- _PROBLEM DESCRIPTION_
Give the entries again in full. Nothing may be altered.

(Collected data)
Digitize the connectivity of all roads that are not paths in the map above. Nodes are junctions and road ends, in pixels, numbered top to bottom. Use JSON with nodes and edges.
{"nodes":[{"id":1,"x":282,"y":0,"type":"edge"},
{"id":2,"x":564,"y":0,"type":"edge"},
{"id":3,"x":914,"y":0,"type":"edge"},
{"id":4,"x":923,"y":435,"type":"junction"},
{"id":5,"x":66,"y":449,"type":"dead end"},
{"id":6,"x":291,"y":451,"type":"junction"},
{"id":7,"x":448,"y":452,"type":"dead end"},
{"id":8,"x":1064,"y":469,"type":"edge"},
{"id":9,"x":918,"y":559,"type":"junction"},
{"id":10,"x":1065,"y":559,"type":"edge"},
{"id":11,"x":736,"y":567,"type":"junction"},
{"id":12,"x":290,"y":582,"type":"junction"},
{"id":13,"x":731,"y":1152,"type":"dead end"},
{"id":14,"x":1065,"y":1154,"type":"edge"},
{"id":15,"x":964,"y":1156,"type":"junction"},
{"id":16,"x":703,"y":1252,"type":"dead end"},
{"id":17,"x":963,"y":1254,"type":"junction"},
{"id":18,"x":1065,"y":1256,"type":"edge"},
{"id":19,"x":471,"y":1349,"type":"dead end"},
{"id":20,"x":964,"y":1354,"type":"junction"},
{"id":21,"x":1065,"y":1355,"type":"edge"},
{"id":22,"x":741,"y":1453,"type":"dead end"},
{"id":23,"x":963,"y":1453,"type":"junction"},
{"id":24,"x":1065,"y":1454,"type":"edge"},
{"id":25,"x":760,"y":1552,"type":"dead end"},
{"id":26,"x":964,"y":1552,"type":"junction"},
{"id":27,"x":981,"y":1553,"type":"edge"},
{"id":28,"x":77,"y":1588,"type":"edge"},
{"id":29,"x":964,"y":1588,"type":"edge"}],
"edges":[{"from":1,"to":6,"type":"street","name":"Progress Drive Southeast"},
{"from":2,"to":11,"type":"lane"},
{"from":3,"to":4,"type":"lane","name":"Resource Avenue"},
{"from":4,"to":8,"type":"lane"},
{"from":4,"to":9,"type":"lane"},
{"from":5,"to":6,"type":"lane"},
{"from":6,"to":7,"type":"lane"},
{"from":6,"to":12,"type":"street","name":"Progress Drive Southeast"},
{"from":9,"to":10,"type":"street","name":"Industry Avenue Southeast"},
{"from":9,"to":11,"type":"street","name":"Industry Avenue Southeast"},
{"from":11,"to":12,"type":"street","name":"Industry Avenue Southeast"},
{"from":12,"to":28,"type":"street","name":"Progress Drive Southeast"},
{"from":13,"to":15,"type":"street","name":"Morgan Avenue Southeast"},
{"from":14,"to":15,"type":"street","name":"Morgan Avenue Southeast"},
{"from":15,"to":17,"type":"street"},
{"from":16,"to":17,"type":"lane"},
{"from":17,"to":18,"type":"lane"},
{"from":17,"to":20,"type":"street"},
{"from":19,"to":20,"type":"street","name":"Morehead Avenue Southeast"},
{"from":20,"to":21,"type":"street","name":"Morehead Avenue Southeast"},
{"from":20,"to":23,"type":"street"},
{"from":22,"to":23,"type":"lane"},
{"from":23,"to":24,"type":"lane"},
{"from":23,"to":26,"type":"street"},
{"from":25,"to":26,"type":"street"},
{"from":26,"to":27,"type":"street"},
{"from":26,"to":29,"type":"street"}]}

- _SOLVED EXERCISE_
Digitize the connectivity of all roads that are not paths in the map above. Nodes are junctions and road ends, in pixels, numbered top to bottom. Use JSON with nodes and edges.
{"nodes":[{"id":1,"x":282,"y":0,"type":"edge"},
{"id":2,"x":564,"y":0,"type":"edge"},
{"id":3,"x":914,"y":0,"type":"edge"},
{"id":4,"x":923,"y":435,"type":"junction"},
{"id":5,"x":66,"y":449,"type":"dead end"},
{"id":6,"x":291,"y":451,"type":"junction"},
{"id":7,"x":448,"y":452,"type":"dead end"},
{"id":8,"x":1064,"y":469,"type":"edge"},
{"id":9,"x":918,"y":559,"type":"junction"},
{"id":10,"x":1065,"y":559,"type":"edge"},
{"id":11,"x":736,"y":567,"type":"junction"},
{"id":12,"x":290,"y":582,"type":"junction"},
{"id":13,"x":731,"y":1152,"type":"dead end"},
{"id":14,"x":1065,"y":1154,"type":"edge"},
{"id":15,"x":964,"y":1156,"type":"junction"},
{"id":16,"x":703,"y":1252,"type":"dead end"},
{"id":17,"x":963,"y":1254,"type":"junction"},
{"id":18,"x":1065,"y":1256,"type":"edge"},
{"id":19,"x":471,"y":1349,"type":"dead end"},
{"id":20,"x":964,"y":1354,"type":"junction"},
{"id":21,"x":1065,"y":1355,"type":"edge"},
{"id":22,"x":741,"y":1453,"type":"dead end"},
{"id":23,"x":963,"y":1453,"type":"junction"},
{"id":24,"x":1065,"y":1454,"type":"edge"},
{"id":25,"x":760,"y":1552,"type":"dead end"},
{"id":26,"x":964,"y":1552,"type":"junction"},
{"id":27,"x":981,"y":1553,"type":"edge"},
{"id":28,"x":77,"y":1588,"type":"edge"},
{"id":29,"x":964,"y":1588,"type":"edge"}],
"edges":[{"from":1,"to":6,"type":"street","name":"Progress Drive Southeast"},
{"from":2,"to":11,"type":"lane"},
{"from":3,"to":4,"type":"lane","name":"Resource Avenue"},
{"from":4,"to":8,"type":"lane"},
{"from":4,"to":9,"type":"lane"},
{"from":5,"to":6,"type":"lane"},
{"from":6,"to":7,"type":"lane"},
{"from":6,"to":12,"type":"street","name":"Progress Drive Southeast"},
{"from":9,"to":10,"type":"street","name":"Industry Avenue Southeast"},
{"from":9,"to":11,"type":"street","name":"Industry Avenue Southeast"},
{"from":11,"to":12,"type":"street","name":"Industry Avenue Southeast"},
{"from":12,"to":28,"type":"street","name":"Progress Drive Southeast"},
{"from":13,"to":15,"type":"street","name":"Morgan Avenue Southeast"},
{"from":14,"to":15,"type":"street","name":"Morgan Avenue Southeast"},
{"from":15,"to":17,"type":"street"},
{"from":16,"to":17,"type":"lane"},
{"from":17,"to":18,"type":"lane"},
{"from":17,"to":20,"type":"street"},
{"from":19,"to":20,"type":"street","name":"Morehead Avenue Southeast"},
{"from":20,"to":21,"type":"street","name":"Morehead Avenue Southeast"},
{"from":20,"to":23,"type":"street"},
{"from":22,"to":23,"type":"lane"},
{"from":23,"to":24,"type":"lane"},
{"from":23,"to":26,"type":"street"},
{"from":25,"to":26,"type":"street"},
{"from":26,"to":27,"type":"street"},
{"from":26,"to":29,"type":"street"}]}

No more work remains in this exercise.